Professor Brooks noted within her submitted statement that passengers who are not Roma or are without a perceived connection to Romani and Traveller communities would not be delayed in this manner or subjected to this abuse. She outlined how she was targeted for less favourable treatment and unwanted conduct because of the Immigration Officer’s perception that she was associated with Romani and Traveller communities.  

She thus outlined how she had experienced discrimination in accessing goods and services under the Equal Status Acts. 

In answering this, the respondent submitted that the WRC does not have jurisdiction to hear and adjudicate upon the Complaint because the two month limit for notification requirements under section 21 of the Equal Status Act had not been complied with and the Complainant has not advanced any justification for this failure that could satisfy the WRC that reasonable cause for this failure exists.  

Solicitors only came on record for the Complainant for the first time in April 2019 and she was not legally represented at any time up to the notification and referral of her complaint. She is a non-national, non-resident in the State and that this impacted on her ability to access information in relation to securing a remedy in respect of the discriminatory effects of the less favourable treatment and unwanted conduct to which she was subjected.  

It was further submitted that the online complaint made on the 6th of November 2017 was not the first notice that the Immigration Services and/or GNIB received because the matter had been reported in the media on 3rd of August, 2017 and so it is considered that the matter had been notified to the respondent within the two months notification period in this context.  
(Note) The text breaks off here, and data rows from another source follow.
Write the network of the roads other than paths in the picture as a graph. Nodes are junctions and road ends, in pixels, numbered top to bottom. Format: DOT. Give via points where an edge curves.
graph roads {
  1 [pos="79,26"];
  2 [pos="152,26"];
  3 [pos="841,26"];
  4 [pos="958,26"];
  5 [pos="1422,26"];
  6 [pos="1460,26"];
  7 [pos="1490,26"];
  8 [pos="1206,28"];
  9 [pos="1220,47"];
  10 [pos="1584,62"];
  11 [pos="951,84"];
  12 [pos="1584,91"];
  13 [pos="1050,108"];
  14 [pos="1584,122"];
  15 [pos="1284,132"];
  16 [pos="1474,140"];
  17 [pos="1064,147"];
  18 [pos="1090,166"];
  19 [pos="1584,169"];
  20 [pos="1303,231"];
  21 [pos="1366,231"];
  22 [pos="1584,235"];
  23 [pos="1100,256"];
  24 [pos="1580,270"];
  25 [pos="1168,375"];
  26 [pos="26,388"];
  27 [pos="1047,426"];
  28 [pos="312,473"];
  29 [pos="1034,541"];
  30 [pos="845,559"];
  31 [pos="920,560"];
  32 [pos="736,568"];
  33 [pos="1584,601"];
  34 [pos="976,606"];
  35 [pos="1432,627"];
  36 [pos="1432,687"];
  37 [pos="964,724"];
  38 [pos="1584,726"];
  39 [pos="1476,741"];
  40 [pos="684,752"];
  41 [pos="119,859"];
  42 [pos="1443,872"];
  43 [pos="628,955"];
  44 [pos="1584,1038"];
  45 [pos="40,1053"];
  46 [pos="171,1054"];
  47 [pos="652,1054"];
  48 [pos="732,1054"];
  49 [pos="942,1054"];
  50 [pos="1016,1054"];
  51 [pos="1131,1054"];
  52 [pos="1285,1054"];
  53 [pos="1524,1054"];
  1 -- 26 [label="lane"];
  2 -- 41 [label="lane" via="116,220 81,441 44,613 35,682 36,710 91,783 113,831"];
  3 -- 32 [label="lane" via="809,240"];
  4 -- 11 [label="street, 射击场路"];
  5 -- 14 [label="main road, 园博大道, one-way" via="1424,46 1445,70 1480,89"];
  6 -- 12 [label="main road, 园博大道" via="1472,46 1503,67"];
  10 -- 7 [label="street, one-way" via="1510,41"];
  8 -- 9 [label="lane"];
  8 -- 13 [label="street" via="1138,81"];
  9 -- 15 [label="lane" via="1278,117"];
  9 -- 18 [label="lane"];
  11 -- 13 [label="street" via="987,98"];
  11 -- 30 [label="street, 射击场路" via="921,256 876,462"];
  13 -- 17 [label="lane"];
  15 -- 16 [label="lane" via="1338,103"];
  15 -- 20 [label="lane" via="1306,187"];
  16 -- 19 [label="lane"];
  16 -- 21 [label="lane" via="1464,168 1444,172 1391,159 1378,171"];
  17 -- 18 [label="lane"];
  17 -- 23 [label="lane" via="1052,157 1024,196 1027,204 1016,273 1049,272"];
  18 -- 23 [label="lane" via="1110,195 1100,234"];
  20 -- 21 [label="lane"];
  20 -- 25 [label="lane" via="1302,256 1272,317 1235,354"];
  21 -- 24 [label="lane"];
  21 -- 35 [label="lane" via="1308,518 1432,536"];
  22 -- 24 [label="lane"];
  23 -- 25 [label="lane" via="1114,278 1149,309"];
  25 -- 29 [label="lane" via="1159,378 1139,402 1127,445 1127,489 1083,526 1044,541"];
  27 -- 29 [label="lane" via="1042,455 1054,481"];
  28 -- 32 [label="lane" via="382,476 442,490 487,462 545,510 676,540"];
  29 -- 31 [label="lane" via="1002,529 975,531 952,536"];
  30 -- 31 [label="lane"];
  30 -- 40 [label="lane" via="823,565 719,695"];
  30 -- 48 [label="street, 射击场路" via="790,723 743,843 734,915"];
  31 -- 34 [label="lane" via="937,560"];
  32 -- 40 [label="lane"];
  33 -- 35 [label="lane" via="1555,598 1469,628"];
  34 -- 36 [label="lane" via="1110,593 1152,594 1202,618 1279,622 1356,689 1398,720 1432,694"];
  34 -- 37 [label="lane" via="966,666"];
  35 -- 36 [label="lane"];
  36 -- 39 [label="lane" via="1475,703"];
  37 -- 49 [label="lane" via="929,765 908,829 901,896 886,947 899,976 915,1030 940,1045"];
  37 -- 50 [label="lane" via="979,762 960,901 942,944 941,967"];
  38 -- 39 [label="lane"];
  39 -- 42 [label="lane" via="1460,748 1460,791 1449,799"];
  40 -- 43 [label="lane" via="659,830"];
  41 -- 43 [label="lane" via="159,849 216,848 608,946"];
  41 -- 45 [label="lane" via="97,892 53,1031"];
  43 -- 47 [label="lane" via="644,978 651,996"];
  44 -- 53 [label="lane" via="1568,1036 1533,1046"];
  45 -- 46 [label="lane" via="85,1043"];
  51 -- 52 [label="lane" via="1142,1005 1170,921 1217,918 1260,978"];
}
The Complainant requested that in the event of a finding that she has not met the notification requirements under Section 21(2) she sought a direction under section 21(3)(a) of the Act providing either that the 2 months period be extended to four months and/or dispensing with the requirement for notification under section 21 in the circumstances of the case.  

The complainant submitted that her personal circumstances made it reasonable and fair for a direction to be made under section 21(3) in relation to time limit issues. These include the nationality of the complainant and the fact that she was in Ireland for a short period of time. Therefore, it was necessary for her to inform herself remotely in relation to the steps available to her to make a complaint and that she did not enjoy the same access to information and services that a person living in Ireland would have. Furthermore, she was not legally represented.  

The respondent in this case cited the case of Borsca v Bank of Ireland which made it clear that compliance with section 21(2) is to be strictly interpreted by the WRC and the WRC examined the Labour Court Decisions of in Cementation Skanska -v- A Worker and also Department of Finance -v- Impact. 


After considering the evidence and circumstances of the case the WRC reasoned that it could not justify extending the notification requirement in the circumstances of the case. It was believed that the Complainant had not provided reasonable cause to both justify and explain the delay in complying with the notification requirements. The WRC was not empowered under the Acts to extend or dispense with the two-month notification requirement. It added that it was satisfied that the notification requirements set out in Section 21(2) of the Acts were not complied with, and accordingly found that it did not have jurisdiction to investigate the complaint. 


The WRC concluded that the Complainant had failed to comply with the notification requirements set out in Section 21 of the Acts. Accordingly, the WRC found that it did not have jurisdiction to investigate the complaint.  

This was appealed to the Circuit Court and a settlement was reached in 2021 with An Garda Siochana agreeing to certain agreements. Within these submissions, the complainant, represented by FLAC highlighted the barriers to access within the equality system, which is compounded by the strict time limits and identification of the ‘Workplace’ Relations Commission. It was further noted, that Ireland is the only European State to have statutory limits of time upon initial submission of complaints of equality claims.